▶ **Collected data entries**
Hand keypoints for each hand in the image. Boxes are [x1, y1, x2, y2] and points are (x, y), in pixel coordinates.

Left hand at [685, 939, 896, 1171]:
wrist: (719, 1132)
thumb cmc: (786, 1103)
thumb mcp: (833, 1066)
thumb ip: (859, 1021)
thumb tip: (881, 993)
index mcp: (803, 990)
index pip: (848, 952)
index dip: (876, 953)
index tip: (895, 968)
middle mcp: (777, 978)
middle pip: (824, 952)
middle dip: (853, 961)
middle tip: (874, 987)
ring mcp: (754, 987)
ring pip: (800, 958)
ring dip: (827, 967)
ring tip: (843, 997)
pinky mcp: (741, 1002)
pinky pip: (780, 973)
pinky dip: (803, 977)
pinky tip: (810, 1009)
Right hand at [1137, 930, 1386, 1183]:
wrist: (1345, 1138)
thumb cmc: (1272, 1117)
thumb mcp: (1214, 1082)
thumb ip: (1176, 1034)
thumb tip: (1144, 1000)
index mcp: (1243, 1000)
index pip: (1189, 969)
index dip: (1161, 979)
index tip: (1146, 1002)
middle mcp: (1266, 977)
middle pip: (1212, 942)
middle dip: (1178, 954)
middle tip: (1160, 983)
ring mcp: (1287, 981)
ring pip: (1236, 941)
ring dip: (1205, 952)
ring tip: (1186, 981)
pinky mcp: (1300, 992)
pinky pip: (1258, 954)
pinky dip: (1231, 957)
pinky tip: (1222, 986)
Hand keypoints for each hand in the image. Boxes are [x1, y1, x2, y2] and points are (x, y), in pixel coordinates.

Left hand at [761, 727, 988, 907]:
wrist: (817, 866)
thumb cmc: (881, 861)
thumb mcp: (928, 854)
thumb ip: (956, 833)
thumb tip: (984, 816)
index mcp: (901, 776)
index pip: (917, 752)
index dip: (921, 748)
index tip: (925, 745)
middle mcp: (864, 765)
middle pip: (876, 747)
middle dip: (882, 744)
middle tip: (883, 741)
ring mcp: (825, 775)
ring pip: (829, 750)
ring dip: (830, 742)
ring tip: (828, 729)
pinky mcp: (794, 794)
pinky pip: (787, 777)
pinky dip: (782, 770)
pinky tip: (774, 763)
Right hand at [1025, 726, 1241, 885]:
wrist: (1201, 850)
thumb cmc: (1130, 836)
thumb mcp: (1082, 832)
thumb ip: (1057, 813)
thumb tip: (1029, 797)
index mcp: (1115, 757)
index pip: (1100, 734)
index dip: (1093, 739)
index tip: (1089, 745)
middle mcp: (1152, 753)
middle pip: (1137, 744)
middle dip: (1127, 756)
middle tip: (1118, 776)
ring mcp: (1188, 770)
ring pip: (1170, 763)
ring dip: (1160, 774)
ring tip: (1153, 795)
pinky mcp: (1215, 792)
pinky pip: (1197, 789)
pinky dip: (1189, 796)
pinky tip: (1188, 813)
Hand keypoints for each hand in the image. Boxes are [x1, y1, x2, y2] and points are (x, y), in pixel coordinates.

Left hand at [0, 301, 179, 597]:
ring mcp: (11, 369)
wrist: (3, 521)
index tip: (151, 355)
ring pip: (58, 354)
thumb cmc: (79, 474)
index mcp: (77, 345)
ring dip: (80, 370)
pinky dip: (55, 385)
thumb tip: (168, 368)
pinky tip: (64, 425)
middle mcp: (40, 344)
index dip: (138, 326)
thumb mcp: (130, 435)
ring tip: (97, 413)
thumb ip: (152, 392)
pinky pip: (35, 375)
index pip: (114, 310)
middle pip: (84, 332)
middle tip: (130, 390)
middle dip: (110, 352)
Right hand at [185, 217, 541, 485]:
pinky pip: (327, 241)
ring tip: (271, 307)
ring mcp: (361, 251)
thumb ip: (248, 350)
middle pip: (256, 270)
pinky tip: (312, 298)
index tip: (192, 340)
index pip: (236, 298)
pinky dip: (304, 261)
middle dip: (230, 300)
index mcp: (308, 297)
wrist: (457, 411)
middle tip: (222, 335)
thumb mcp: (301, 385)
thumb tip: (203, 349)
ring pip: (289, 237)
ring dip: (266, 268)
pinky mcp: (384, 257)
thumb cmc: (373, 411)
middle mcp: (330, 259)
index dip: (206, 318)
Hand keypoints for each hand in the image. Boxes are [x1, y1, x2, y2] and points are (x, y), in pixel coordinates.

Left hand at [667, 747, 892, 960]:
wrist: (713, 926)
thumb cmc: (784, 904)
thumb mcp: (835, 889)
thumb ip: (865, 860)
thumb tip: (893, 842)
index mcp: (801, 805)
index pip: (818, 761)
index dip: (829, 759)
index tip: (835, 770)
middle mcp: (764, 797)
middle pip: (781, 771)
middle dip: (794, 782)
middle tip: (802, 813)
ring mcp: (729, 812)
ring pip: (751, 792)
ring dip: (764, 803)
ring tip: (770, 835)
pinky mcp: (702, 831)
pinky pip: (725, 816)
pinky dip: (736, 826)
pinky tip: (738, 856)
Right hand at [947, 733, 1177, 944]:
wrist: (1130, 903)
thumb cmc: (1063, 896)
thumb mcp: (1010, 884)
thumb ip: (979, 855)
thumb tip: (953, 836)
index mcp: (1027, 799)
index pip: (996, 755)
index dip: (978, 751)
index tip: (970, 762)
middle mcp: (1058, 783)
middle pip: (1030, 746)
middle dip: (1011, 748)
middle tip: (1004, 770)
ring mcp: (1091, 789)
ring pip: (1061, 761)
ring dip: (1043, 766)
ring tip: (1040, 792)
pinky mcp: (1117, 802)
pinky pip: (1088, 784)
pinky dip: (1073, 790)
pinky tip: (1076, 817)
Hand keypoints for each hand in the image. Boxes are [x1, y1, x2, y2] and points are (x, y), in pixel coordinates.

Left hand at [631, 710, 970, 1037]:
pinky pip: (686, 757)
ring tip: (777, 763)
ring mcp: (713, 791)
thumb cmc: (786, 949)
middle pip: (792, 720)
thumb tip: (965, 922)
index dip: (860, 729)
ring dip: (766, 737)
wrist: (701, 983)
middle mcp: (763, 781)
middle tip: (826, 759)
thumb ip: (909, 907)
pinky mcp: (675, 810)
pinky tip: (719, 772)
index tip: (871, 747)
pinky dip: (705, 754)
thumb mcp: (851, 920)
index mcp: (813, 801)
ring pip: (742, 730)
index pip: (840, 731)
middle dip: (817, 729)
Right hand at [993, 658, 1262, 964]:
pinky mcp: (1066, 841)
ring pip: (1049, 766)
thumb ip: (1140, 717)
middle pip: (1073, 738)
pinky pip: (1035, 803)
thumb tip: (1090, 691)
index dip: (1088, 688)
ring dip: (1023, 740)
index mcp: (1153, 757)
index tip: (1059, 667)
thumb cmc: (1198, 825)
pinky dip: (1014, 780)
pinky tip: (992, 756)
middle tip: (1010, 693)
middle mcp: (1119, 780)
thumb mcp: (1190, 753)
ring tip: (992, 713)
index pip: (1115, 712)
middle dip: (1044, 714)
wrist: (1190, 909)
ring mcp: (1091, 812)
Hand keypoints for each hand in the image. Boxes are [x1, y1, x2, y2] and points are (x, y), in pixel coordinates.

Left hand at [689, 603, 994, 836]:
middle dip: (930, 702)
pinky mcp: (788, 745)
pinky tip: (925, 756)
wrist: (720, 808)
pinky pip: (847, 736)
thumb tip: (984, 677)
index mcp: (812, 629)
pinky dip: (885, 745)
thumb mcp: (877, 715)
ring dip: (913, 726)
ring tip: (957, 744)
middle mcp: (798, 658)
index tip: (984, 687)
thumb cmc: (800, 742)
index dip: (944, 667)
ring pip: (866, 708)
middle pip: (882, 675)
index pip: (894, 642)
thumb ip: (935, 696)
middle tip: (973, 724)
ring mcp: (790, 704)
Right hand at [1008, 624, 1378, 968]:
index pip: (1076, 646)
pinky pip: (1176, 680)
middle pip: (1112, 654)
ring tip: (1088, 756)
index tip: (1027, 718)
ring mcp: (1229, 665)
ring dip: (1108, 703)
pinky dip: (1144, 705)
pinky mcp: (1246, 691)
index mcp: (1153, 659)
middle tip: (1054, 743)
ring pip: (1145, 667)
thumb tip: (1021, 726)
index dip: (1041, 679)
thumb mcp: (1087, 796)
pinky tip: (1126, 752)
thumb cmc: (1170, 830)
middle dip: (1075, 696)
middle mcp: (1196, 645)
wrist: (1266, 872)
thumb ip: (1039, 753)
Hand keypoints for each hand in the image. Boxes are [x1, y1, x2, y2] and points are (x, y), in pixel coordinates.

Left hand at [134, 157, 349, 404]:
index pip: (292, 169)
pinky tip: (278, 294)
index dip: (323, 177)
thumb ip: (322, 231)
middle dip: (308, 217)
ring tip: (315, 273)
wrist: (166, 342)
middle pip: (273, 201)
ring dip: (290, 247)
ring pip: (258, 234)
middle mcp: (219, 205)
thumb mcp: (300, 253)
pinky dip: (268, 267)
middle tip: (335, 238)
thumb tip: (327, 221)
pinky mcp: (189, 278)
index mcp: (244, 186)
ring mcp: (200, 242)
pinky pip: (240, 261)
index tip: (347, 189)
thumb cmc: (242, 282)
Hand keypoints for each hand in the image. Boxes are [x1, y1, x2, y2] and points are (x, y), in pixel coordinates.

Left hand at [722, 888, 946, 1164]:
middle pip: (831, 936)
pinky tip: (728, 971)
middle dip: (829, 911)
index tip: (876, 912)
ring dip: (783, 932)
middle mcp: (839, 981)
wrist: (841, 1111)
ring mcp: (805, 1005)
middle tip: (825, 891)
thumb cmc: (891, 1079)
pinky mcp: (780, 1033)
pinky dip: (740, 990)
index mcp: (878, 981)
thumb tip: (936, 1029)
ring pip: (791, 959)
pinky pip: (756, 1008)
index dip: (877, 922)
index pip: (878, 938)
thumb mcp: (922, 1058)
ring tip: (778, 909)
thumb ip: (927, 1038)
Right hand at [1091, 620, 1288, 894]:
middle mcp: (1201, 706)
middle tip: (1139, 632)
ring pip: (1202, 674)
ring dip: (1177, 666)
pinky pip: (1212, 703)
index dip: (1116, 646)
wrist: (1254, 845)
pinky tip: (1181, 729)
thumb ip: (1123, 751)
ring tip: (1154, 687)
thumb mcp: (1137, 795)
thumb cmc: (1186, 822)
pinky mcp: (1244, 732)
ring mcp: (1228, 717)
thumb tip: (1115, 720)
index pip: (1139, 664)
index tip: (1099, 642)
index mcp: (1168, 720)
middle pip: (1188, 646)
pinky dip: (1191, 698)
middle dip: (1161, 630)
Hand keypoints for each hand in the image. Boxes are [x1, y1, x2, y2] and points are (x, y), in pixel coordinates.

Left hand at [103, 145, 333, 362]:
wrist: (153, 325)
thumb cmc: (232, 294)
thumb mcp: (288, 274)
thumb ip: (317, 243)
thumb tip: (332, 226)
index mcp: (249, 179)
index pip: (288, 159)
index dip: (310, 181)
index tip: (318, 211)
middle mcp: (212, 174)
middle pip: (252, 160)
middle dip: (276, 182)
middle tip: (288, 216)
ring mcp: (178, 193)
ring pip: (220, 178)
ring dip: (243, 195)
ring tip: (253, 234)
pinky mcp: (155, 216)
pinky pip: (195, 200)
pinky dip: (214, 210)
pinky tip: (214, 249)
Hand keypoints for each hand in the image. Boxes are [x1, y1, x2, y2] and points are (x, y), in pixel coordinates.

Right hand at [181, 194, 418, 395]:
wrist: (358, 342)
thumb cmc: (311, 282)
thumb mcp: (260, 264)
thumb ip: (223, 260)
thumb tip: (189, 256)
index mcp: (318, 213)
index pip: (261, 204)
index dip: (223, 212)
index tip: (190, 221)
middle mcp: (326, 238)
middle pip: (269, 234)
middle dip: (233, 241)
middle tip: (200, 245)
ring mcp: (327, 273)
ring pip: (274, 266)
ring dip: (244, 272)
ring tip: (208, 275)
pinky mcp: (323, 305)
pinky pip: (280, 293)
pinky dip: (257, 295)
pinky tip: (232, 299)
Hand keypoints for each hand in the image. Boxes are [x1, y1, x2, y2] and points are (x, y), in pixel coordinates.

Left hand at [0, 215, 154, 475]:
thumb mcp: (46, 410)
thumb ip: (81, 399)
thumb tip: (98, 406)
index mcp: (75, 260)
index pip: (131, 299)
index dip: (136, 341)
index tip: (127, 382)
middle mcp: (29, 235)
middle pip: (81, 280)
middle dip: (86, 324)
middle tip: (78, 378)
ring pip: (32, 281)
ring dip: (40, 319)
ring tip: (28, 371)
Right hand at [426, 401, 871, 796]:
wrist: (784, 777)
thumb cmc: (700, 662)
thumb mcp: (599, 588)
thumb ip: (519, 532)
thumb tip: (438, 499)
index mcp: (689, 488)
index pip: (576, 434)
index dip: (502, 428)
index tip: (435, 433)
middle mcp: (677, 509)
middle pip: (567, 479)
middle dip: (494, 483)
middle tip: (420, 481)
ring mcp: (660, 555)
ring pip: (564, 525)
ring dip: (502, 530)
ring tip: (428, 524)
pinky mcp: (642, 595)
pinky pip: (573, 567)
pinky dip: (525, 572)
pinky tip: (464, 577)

▶ **The problem**
Taking the entries above, write out exactly the lines starting with the line containing "middle dip: (853, 961)" and going on through the line containing "thumb ip: (1057, 813)", both included, and nothing else.

▶ **Exercise result**
middle dip: (853, 961)
middle tip: (874, 987)
ring mcp: (754, 987)
ring pip: (800, 958)
ring dip: (827, 967)
ring tip: (843, 997)
pinky mcp: (741, 1002)
pinky pip: (780, 973)
pinky dip: (803, 977)
pinky tip: (810, 1009)
Right hand at [1137, 930, 1386, 1183]:
wrist: (1345, 1138)
thumb cmc: (1272, 1117)
thumb mcp: (1214, 1082)
thumb ip: (1176, 1034)
thumb tip: (1144, 1000)
index mcp: (1243, 1000)
index pip: (1189, 969)
index dip: (1161, 979)
index tip: (1146, 1002)
middle mcp: (1266, 977)
middle pip: (1212, 942)
middle dip: (1178, 954)
middle tip: (1160, 983)
ring mcp: (1287, 981)
ring pip: (1236, 941)
ring dip: (1205, 952)
ring tip: (1186, 981)
pinky mcp: (1300, 992)
pinky pip: (1258, 954)
pinky dip: (1231, 957)
pinky tip: (1222, 986)
Hand keypoints for each hand in the image. Boxes are [x1, y1, x2, y2] and points are (x, y), in pixel coordinates.

Left hand at [761, 727, 988, 907]:
wrist: (817, 866)
thumb cmc: (881, 861)
thumb mcp: (928, 854)
thumb ip: (956, 833)
thumb tip: (984, 816)
index mcp: (901, 776)
index pip: (917, 752)
index dip: (921, 748)
index tip: (925, 745)
middle mcp: (864, 765)
middle pip: (876, 747)
middle dip: (882, 744)
middle tip: (883, 741)
ring mcp: (825, 775)
ring pip: (829, 750)
ring dip: (830, 742)
ring tip: (828, 729)
pinky mcp: (794, 794)
pinky pip: (787, 777)
pinky dip: (782, 770)
pinky tip: (774, 763)
Right hand at [1025, 726, 1241, 885]:
wrist: (1201, 850)
thumb cmc: (1130, 836)
thumb mcp: (1082, 832)
thumb ip: (1057, 813)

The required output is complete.